• **Exercise details**:
Among the entries below, find the lines that hold the word "Answer" and report them.

• **Input material**:

-=-=-

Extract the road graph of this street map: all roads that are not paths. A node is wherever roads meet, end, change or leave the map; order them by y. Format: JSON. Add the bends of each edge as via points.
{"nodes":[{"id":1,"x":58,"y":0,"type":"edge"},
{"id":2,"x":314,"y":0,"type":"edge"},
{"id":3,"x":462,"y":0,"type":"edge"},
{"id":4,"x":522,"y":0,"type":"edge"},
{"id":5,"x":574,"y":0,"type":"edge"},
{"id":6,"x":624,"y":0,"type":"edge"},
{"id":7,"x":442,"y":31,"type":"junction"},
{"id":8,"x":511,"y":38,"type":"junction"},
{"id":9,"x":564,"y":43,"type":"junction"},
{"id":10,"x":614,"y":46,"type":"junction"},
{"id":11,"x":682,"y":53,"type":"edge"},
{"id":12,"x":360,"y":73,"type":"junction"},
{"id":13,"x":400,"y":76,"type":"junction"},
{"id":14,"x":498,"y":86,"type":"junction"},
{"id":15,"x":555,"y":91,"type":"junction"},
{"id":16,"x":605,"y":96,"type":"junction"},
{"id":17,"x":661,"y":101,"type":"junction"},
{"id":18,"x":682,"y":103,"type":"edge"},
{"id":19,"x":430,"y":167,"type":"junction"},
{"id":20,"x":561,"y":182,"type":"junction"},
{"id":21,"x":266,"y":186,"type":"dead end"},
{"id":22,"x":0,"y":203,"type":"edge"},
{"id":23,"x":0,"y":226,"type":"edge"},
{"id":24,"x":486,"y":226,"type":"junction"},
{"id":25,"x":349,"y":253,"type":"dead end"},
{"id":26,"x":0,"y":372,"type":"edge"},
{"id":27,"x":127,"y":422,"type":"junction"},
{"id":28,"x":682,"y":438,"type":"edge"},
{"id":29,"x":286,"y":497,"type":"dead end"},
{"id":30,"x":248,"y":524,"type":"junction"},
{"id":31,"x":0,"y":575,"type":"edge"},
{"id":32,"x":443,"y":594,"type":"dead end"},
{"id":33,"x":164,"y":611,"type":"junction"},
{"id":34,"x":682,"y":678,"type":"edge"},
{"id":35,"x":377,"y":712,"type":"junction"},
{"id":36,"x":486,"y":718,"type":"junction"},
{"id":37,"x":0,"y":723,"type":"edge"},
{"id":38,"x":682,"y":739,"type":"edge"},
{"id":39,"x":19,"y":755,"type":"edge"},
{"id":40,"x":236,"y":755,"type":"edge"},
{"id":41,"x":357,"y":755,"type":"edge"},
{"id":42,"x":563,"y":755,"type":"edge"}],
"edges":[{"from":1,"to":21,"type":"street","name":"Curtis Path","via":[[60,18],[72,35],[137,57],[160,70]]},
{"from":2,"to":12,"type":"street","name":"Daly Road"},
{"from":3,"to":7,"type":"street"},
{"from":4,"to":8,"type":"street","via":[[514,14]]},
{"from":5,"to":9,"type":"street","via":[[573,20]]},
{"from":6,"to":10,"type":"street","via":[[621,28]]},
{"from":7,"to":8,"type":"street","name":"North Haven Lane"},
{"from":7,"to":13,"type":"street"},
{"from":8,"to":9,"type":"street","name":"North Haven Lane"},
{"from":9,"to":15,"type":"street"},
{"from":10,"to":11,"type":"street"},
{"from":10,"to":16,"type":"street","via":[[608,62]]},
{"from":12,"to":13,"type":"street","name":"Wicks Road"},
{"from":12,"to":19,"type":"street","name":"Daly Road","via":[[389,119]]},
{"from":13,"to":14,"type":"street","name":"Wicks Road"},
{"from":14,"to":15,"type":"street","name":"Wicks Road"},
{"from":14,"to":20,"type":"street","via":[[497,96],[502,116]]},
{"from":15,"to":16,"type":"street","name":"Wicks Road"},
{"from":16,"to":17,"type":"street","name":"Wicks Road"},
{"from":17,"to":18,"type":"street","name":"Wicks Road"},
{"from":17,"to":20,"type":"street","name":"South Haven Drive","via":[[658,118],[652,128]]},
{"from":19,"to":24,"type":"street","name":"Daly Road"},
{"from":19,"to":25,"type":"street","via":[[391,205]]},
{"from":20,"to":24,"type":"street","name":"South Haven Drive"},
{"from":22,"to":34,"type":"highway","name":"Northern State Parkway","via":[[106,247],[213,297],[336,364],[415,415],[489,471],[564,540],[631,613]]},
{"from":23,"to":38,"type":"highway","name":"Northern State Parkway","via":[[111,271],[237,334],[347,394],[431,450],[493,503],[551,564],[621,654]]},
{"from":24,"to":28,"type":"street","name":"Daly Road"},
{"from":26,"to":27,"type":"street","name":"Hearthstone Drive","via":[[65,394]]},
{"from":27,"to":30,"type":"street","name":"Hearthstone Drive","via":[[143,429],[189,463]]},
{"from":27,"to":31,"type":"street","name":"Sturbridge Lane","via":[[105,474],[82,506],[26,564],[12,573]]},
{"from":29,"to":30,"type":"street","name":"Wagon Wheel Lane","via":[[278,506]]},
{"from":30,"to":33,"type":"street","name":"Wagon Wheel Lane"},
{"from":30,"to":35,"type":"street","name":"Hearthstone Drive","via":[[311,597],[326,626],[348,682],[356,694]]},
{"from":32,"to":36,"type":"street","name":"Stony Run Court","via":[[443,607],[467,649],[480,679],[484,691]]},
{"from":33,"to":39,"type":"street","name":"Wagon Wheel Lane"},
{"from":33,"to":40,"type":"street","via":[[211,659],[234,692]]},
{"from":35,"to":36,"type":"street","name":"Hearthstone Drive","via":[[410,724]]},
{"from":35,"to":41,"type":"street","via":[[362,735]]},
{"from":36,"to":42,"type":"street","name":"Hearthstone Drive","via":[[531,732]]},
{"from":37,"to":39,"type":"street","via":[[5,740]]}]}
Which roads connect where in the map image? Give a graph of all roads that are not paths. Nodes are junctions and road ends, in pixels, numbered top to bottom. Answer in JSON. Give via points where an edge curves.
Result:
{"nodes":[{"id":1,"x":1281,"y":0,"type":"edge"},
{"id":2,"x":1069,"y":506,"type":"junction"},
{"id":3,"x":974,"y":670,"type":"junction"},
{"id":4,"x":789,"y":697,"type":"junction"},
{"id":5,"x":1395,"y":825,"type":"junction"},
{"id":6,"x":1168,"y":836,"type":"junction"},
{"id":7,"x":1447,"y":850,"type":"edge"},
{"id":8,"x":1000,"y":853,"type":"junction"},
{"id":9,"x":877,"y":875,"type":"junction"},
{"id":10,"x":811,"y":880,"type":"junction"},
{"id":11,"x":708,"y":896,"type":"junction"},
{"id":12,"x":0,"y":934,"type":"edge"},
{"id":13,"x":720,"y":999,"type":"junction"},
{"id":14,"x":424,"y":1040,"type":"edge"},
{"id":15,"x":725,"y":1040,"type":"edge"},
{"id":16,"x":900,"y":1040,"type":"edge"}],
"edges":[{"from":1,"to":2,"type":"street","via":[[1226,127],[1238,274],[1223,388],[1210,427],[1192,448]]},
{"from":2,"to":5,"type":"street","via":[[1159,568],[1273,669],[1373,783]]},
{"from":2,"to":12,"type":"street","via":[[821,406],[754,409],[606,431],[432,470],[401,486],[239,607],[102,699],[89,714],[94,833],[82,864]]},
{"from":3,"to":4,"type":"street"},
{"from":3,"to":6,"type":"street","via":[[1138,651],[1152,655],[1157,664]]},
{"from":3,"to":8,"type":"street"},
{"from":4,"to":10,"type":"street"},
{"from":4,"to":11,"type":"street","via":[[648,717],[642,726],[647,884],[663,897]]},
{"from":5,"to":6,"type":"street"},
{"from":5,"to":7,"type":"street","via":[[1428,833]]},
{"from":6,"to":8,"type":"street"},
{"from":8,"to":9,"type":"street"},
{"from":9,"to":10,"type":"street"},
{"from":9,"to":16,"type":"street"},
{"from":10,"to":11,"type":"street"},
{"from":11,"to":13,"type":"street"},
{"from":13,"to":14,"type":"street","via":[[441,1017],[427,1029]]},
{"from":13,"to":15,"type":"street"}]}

-=-=-

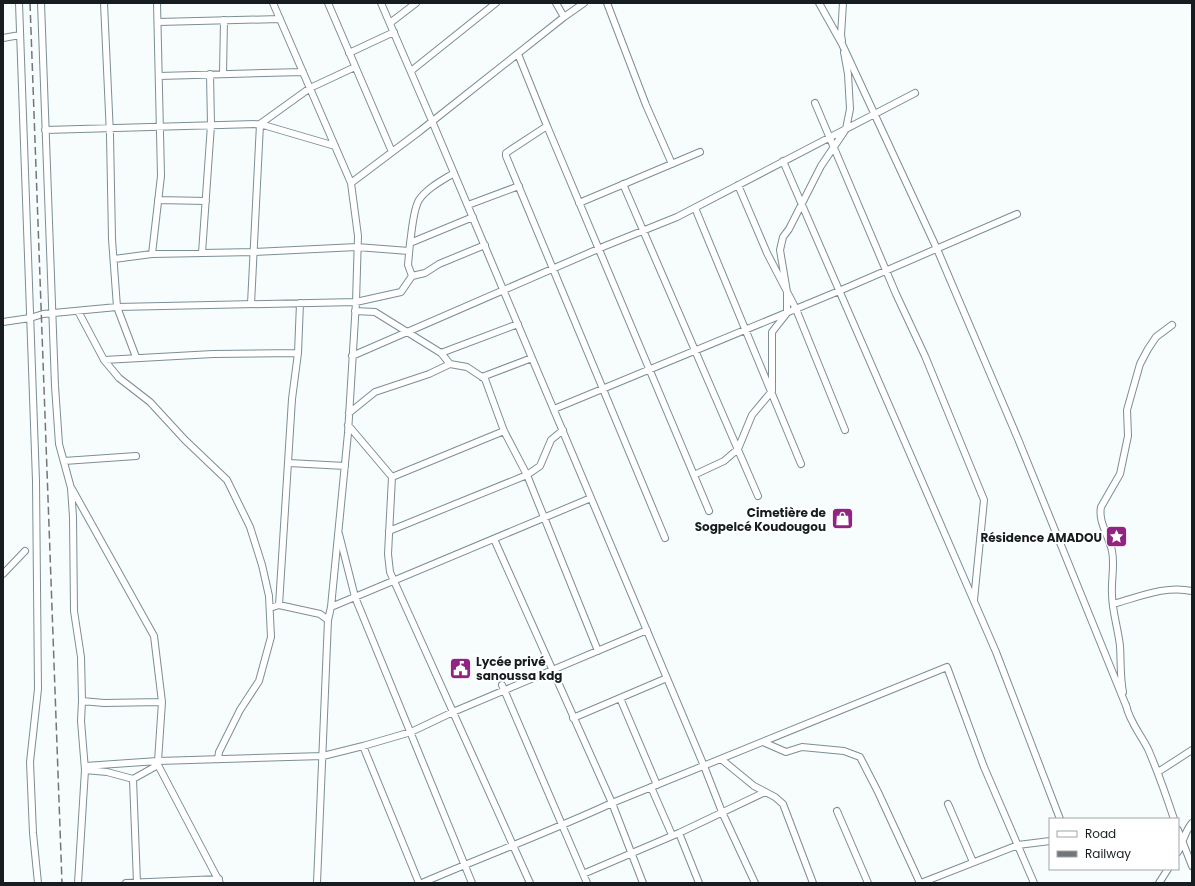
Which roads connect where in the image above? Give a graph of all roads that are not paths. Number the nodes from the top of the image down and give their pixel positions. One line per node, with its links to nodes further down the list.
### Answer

-=-=-

• **Solved problem**:
Which roads connect where in the map image? Give a graph of all roads that are not paths. Nodes are junctions and road ends, in pixels, numbered top to bottom. Answer in JSON. Give via points where an edge curves.
### Answer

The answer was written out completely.